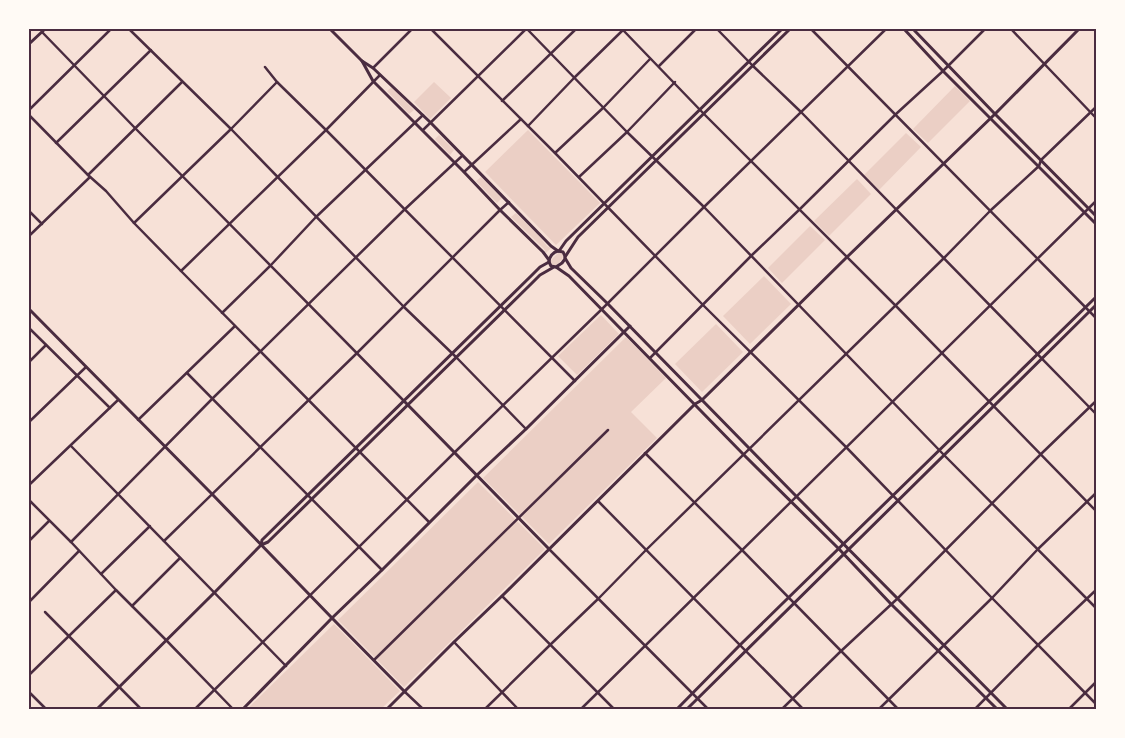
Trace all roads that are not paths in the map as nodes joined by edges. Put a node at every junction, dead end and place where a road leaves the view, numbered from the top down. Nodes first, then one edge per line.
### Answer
1 (111, 29) edge
2 (129, 29) edge
3 (330, 29) edge
4 (412, 29) edge
5 (431, 29) edge
6 (527, 29) edge
7 (576, 29) edge
8 (696, 29) edge
9 (717, 29) edge
10 (782, 29) edge
11 (790, 29) edge
12 (811, 29) edge
13 (886, 29) edge
14 (904, 29) edge
15 (913, 29) edge
16 (985, 29) edge
17 (1010, 29) edge
18 (1079, 29) edge
19 (43, 30) edge
20 (622, 30) edge
21 (29, 44) edge
22 (150, 50) junction
23 (550, 53) junction
24 (651, 59) junction
25 (362, 61) junction
26 (749, 62) junction
27 (1044, 64) junction
28 (74, 65) junction
29 (659, 66) junction
30 (753, 66) junction
31 (849, 66) junction
32 (948, 66) junction
33 (264, 67) dead end
34 (373, 68) junction
35 (943, 71) junction
36 (380, 74) junction
37 (478, 76) junction
38 (575, 77) junction
39 (373, 81) junction
40 (182, 82) junction
41 (277, 82) junction
42 (675, 82) junction
43 (104, 96) junction
44 (502, 101) junction
45 (604, 107) junction
46 (1096, 107) edge
47 (700, 109) junction
48 (29, 110) edge
49 (801, 112) junction
50 (1091, 112) junction
51 (704, 114) junction
52 (896, 114) junction
53 (994, 114) junction
54 (29, 115) edge
55 (423, 115) junction
56 (990, 118) junction
57 (1096, 118) edge
58 (521, 119) junction
59 (430, 122) junction
60 (414, 123) junction
61 (528, 126) junction
62 (135, 128) junction
63 (231, 129) junction
64 (326, 130) junction
65 (423, 130) junction
66 (627, 132) junction
67 (56, 143) junction
68 (555, 153) junction
69 (462, 156) junction
70 (652, 157) junction
71 (657, 160) junction
72 (1041, 160) junction
73 (752, 161) junction
74 (848, 162) junction
75 (454, 163) junction
76 (944, 163) junction
77 (472, 165) junction
78 (1039, 166) junction
79 (364, 170) junction
80 (464, 172) junction
81 (89, 176) junction
82 (182, 177) junction
83 (579, 177) junction
84 (278, 178) junction
85 (1096, 201) edge
86 (509, 202) junction
87 (604, 204) junction
88 (704, 207) junction
89 (608, 208) junction
90 (800, 209) junction
91 (1088, 209) junction
92 (404, 210) junction
93 (500, 210) junction
94 (895, 210) junction
95 (990, 210) junction
96 (29, 211) edge
97 (1084, 213) junction
98 (1096, 216) edge
99 (316, 217) junction
100 (134, 223) junction
101 (42, 224) junction
102 (1096, 224) edge
103 (230, 225) junction
104 (29, 236) edge
105 (559, 251) junction
106 (752, 255) junction
107 (656, 256) junction
108 (356, 257) junction
109 (847, 257) junction
110 (452, 258) junction
111 (565, 258) junction
112 (944, 258) junction
113 (1038, 258) junction
114 (549, 261) junction
115 (271, 265) junction
116 (555, 267) junction
117 (181, 271) junction
118 (1096, 297) edge
119 (608, 304) junction
120 (799, 304) junction
121 (309, 305) junction
122 (703, 305) junction
123 (895, 305) junction
124 (990, 305) junction
125 (1096, 305) edge
126 (500, 306) junction
127 (404, 307) junction
128 (1086, 307) junction
129 (29, 309) edge
130 (504, 310) junction
131 (602, 310) junction
132 (1090, 312) junction
133 (222, 313) junction
134 (1096, 318) edge
135 (235, 326) junction
136 (630, 326) junction
137 (29, 328) edge
138 (624, 332) junction
139 (46, 345) junction
140 (261, 352) junction
141 (941, 352) junction
142 (656, 353) junction
143 (751, 353) junction
144 (846, 353) junction
145 (356, 354) junction
146 (452, 354) junction
147 (1037, 355) junction
148 (456, 357) junction
149 (552, 358) junction
150 (650, 358) junction
151 (1041, 359) junction
152 (29, 362) edge
153 (86, 367) junction
154 (187, 372) junction
155 (78, 375) junction
156 (575, 381) junction
157 (213, 398) junction
158 (118, 400) junction
159 (308, 400) junction
160 (702, 400) junction
161 (798, 400) junction
162 (404, 401) junction
163 (892, 401) junction
164 (1096, 401) edge
165 (989, 402) junction
166 (695, 404) junction
167 (408, 405) junction
168 (504, 405) junction
169 (993, 406) junction
170 (1090, 407) junction
171 (110, 408) junction
172 (1096, 414) edge
173 (138, 420) junction
174 (29, 422) edge
175 (526, 429) junction
176 (608, 430) dead end
177 (71, 446) junction
178 (164, 446) junction
179 (260, 447) junction
180 (356, 447) junction
181 (846, 447) junction
182 (750, 449) junction
183 (940, 450) junction
184 (361, 452) junction
185 (455, 452) junction
186 (645, 453) junction
187 (744, 454) junction
188 (944, 454) junction
189 (1041, 454) junction
190 (477, 474) junction
191 (29, 485) edge
192 (118, 493) junction
193 (1096, 493) edge
194 (212, 494) junction
195 (308, 494) junction
196 (796, 496) junction
197 (893, 496) junction
198 (312, 499) junction
199 (29, 500) edge
200 (408, 500) junction
201 (598, 501) junction
202 (791, 501) junction
203 (898, 501) junction
204 (993, 502) junction
205 (1087, 502) junction
206 (694, 503) junction
207 (1096, 511) edge
208 (518, 518) junction
209 (49, 520) junction
210 (429, 522) junction
211 (150, 526) junction
212 (29, 541) edge
213 (164, 541) junction
214 (71, 542) junction
215 (261, 545) junction
216 (843, 545) junction
217 (359, 547) junction
218 (549, 549) junction
219 (839, 549) junction
220 (848, 549) junction
221 (945, 549) junction
222 (1038, 549) junction
223 (646, 550) junction
224 (742, 550) junction
225 (79, 551) junction
226 (843, 554) junction
227 (180, 558) junction
228 (382, 570) junction
229 (101, 574) junction
230 (116, 590) junction
231 (1096, 590) edge
232 (214, 593) junction
233 (310, 596) junction
234 (502, 596) junction
235 (599, 598) junction
236 (693, 598) junction
237 (789, 598) junction
238 (897, 598) junction
239 (992, 598) junction
240 (1087, 598) junction
241 (29, 602) edge
242 (793, 603) junction
243 (891, 604) junction
244 (132, 606) junction
245 (1096, 608) edge
246 (46, 612) dead end
247 (332, 618) junction
248 (69, 636) junction
249 (166, 640) junction
250 (263, 642) junction
251 (454, 642) junction
252 (550, 645) junction
253 (740, 645) junction
254 (944, 645) junction
255 (1038, 645) junction
256 (645, 646) junction
257 (745, 650) junction
258 (938, 651) junction
259 (840, 652) junction
260 (374, 660) junction
261 (286, 666) junction
262 (29, 675) edge
263 (1096, 682) edge
264 (120, 687) junction
265 (214, 689) junction
266 (29, 692) edge
267 (405, 692) junction
268 (502, 693) junction
269 (597, 693) junction
270 (991, 693) junction
271 (1086, 693) junction
272 (693, 694) junction
273 (986, 698) junction
274 (698, 699) junction
275 (792, 699) junction
276 (888, 700) junction
277 (1096, 704) edge
278 (46, 709) edge
279 (97, 709) edge
280 (141, 709) edge
281 (194, 709) edge
282 (233, 709) edge
283 (243, 709) edge
284 (387, 709) edge
285 (423, 709) edge
286 (485, 709) edge
287 (518, 709) edge
288 (581, 709) edge
289 (614, 709) edge
290 (677, 709) edge
291 (687, 709) edge
292 (708, 709) edge
293 (782, 709) edge
294 (803, 709) edge
295 (879, 709) edge
296 (898, 709) edge
297 (975, 709) edge
298 (997, 709) edge
299 (1007, 709) edge
300 (1069, 709) edge

1 - 28 street
2 - 22 street
3 - 25 main road
4 - 34 street
5 - 37 street
6 - 23 street
6 - 37 street
7 - 23 street
8 - 29 street
9 - 26 street
10 - 26 main road
11 - 30 main road
12 - 31 street
13 - 31 street
14 - 35 main road
15 - 32 main road
16 - 32 street
17 - 27 street
18 - 27 main road
19 - 21 main road
19 - 28 street
20 - 24 street
20 - 38 street
22 - 40 street
22 - 43 street
23 - 38 street
23 - 44 street
24 - 29 street
24 - 45 street
25 - 34 main road
25 - 39 main road
26 - 30 street
26 - 47 main road
27 - 50 street
27 - 53 main road
28 - 43 street
28 - 48 street
29 - 42 street
30 - 49 street
30 - 51 main road
31 - 49 street
31 - 52 street
32 - 35 street
32 - 53 main road
33 - 41 street
34 - 36 main road
35 - 52 street
35 - 56 main road
36 - 39 street
36 - 55 main road
37 - 44 street
37 - 59 street
38 - 45 street
38 - 61 street
39 - 60 main road
39 - 64 street
40 - 62 street
40 - 63 street
41 - 63 street
41 - 64 street
42 - 47 street
42 - 66 street
43 - 62 street
43 - 67 street
44 - 58 street
45 - 66 street
45 - 68 street
46 - 50 street
47 - 51 street
47 - 70 main road
49 - 73 street
49 - 74 street
50 - 57 street
50 - 72 street
51 - 71 main road
51 - 73 street
52 - 74 street
52 - 76 street
53 - 56 main road
53 - 72 main road
54 - 67 street
55 - 59 main road
55 - 60 street
56 - 76 main road
56 - 78 main road
58 - 61 street
58 - 77 street
59 - 65 street
59 - 69 main road
60 - 65 main road
60 - 79 street
61 - 68 street
62 - 81 street
62 - 82 street
63 - 82 street
63 - 84 street
64 - 79 street
64 - 84 street
65 - 75 main road
66 - 70 street
66 - 83 street
67 - 81 street
68 - 83 street
69 - 75 street
69 - 77 main road
70 - 71 street
70 - 87 main road
71 - 88 street
71 - 89 main road
72 - 78 street
72 - 91 main road
73 - 88 street
73 - 90 street
74 - 90 street
74 - 94 street
75 - 80 main road
75 - 92 street
76 - 94 main road
76 - 95 street
77 - 80 street
77 - 86 main road
78 - 95 street
78 - 97 main road
79 - 92 street
79 - 99 street
80 - 93 main road
81 - 100 street
81 - 101 street
82 - 100 street
82 - 103 street
83 - 87 street
84 - 99 street
84 - 103 street
85 - 91 street
86 - 93 street
86 - 105 main road
87 - 89 street
87 - 105 main road
88 - 106 street
88 - 107 street
89 - 107 street
89 - 111 main road
90 - 106 street
90 - 109 street
91 - 97 street
91 - 98 main road
92 - 108 street
92 - 110 street
93 - 110 street
93 - 114 main road
94 - 109 main road
94 - 112 street
95 - 112 street
95 - 113 street
96 - 101 street
97 - 102 main road
97 - 113 street
99 - 108 street
99 - 115 street
100 - 117 street
101 - 104 street
103 - 115 street
103 - 117 street
105 - 111 main road
105 - 114 main road
106 - 120 street
106 - 122 street
107 - 119 street
107 - 122 street
108 - 121 street
108 - 127 street
109 - 120 main road
109 - 123 street
110 - 126 street
110 - 127 street
111 - 116 main road
111 - 119 main road
112 - 123 street
112 - 124 street
113 - 124 street
113 - 128 street
114 - 116 main road
114 - 126 main road
115 - 121 street
115 - 133 street
116 - 130 main road
116 - 131 main road
117 - 133 street
118 - 128 main road
119 - 131 street
119 - 136 main road
120 - 143 main road
120 - 144 street
121 - 140 street
121 - 145 street
122 - 142 street
122 - 143 street
123 - 141 street
123 - 144 street
124 - 141 street
124 - 147 street
125 - 132 main road
126 - 130 street
126 - 146 main road
127 - 145 street
127 - 146 street
128 - 132 street
128 - 147 main road
129 - 153 main road
130 - 148 main road
130 - 149 street
131 - 138 main road
131 - 149 street
132 - 134 street
132 - 151 main road
133 - 135 street
135 - 140 street
135 - 154 street
136 - 138 main road
136 - 142 main road
137 - 139 street
138 - 150 main road
138 - 156 main road
139 - 152 street
139 - 155 street
140 - 157 street
140 - 159 street
141 - 163 street
141 - 165 street
142 - 150 street
142 - 160 main road
143 - 160 main road
143 - 161 street
144 - 161 street
144 - 163 street
145 - 159 street
145 - 162 street
146 - 148 street
146 - 162 main road
147 - 151 street
147 - 165 main road
148 - 167 main road
148 - 168 street
149 - 156 street
149 - 168 street
150 - 166 main road
151 - 169 main road
151 - 170 street
153 - 155 street
153 - 158 main road
154 - 157 street
154 - 173 street
155 - 171 street
155 - 174 street
156 - 175 main road
157 - 178 street
157 - 179 street
158 - 171 street
158 - 173 main road
159 - 179 street
159 - 180 street
160 - 166 main road
160 - 182 main road
161 - 181 street
161 - 182 street
162 - 167 main road
162 - 180 main road
163 - 181 street
163 - 183 street
164 - 170 street
165 - 169 street
165 - 183 main road
166 - 186 main road
166 - 187 main road
167 - 184 main road
167 - 185 main road
168 - 175 street
168 - 185 street
169 - 188 main road
169 - 189 street
170 - 172 street
170 - 189 street
171 - 177 street
173 - 178 main road
175 - 190 main road
176 - 208 street
177 - 191 street
177 - 192 street
178 - 192 street
178 - 194 main road
179 - 194 street
179 - 195 street
180 - 184 street
180 - 195 main road
181 - 196 street
181 - 197 street
182 - 187 street
182 - 196 main road
183 - 188 street
183 - 197 main road
184 - 198 main road
184 - 200 street
185 - 190 main road
185 - 200 street
186 - 201 main road
186 - 206 street
187 - 202 main road
187 - 206 street
188 - 203 main road
188 - 204 street
189 - 204 street
189 - 205 street
190 - 208 main road
190 - 210 main road
192 - 211 street
192 - 214 street
193 - 205 street
194 - 213 street
194 - 215 main road
195 - 198 street
195 - 215 main road
196 - 202 street
196 - 216 main road
197 - 203 street
197 - 216 main road
198 - 215 main road
198 - 217 street
199 - 209 street
200 - 210 street
200 - 217 street
201 - 218 main road
201 - 223 street
202 - 219 main road
202 - 224 street
203 - 220 main road
203 - 221 street
204 - 221 street
204 - 222 street
205 - 207 street
205 - 222 street
206 - 223 street
206 - 224 street
208 - 218 main road
208 - 260 street
209 - 212 street
209 - 214 street
210 - 228 main road
211 - 213 street
211 - 229 street
213 - 227 street
214 - 225 street
215 - 232 main road
215 - 233 main road
216 - 219 main road
216 - 220 main road
217 - 228 street
217 - 233 street
218 - 234 main road
218 - 235 street
219 - 226 main road
219 - 237 main road
220 - 226 main road
220 - 238 main road
221 - 238 street
221 - 239 street
222 - 239 street
222 - 240 street
223 - 235 street
223 - 236 street
224 - 236 street
224 - 237 street
225 - 229 street
225 - 241 street
226 - 242 main road
226 - 243 main road
227 - 232 street
227 - 244 street
228 - 247 main road
229 - 230 street
230 - 244 street
230 - 248 street
231 - 240 street
232 - 249 main road
232 - 250 street
233 - 247 main road
233 - 250 street
234 - 251 main road
234 - 252 street
235 - 252 street
235 - 256 street
236 - 253 street
236 - 256 street
237 - 242 street
237 - 253 main road
238 - 243 street
238 - 254 main road
239 - 254 street
239 - 255 street
240 - 245 street
240 - 255 street
242 - 257 main road
242 - 259 street
243 - 258 main road
243 - 259 street
244 - 249 street
246 - 248 street
247 - 260 main road
247 - 261 main road
248 - 262 street
248 - 264 street
249 - 264 main road
249 - 265 street
250 - 261 street
250 - 265 street
251 - 267 main road
251 - 268 street
252 - 268 street
252 - 269 street
253 - 257 street
253 - 272 main road
254 - 258 street
254 - 270 main road
255 - 270 street
255 - 271 street
256 - 269 street
256 - 272 street
257 - 274 main road
257 - 275 street
258 - 273 main road
258 - 276 street
259 - 275 street
259 - 276 street
260 - 267 main road
261 - 283 main road
263 - 271 street
264 - 279 main road
264 - 280 street
265 - 281 street
265 - 282 street
266 - 278 street
267 - 284 main road
267 - 285 street
268 - 286 street
268 - 287 street
269 - 288 street
269 - 289 street
270 - 273 street
270 - 299 main road
271 - 277 street
271 - 300 street
272 - 274 street
272 - 290 main road
273 - 297 street
273 - 298 main road
274 - 291 main road
274 - 292 street
275 - 293 street
275 - 294 street
276 - 295 street
276 - 296 street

*****

● **Exercise aim**: State the number of lines in the material above in which the string "dead" appears, with no accompanying text.

● **Solved exercise**: 4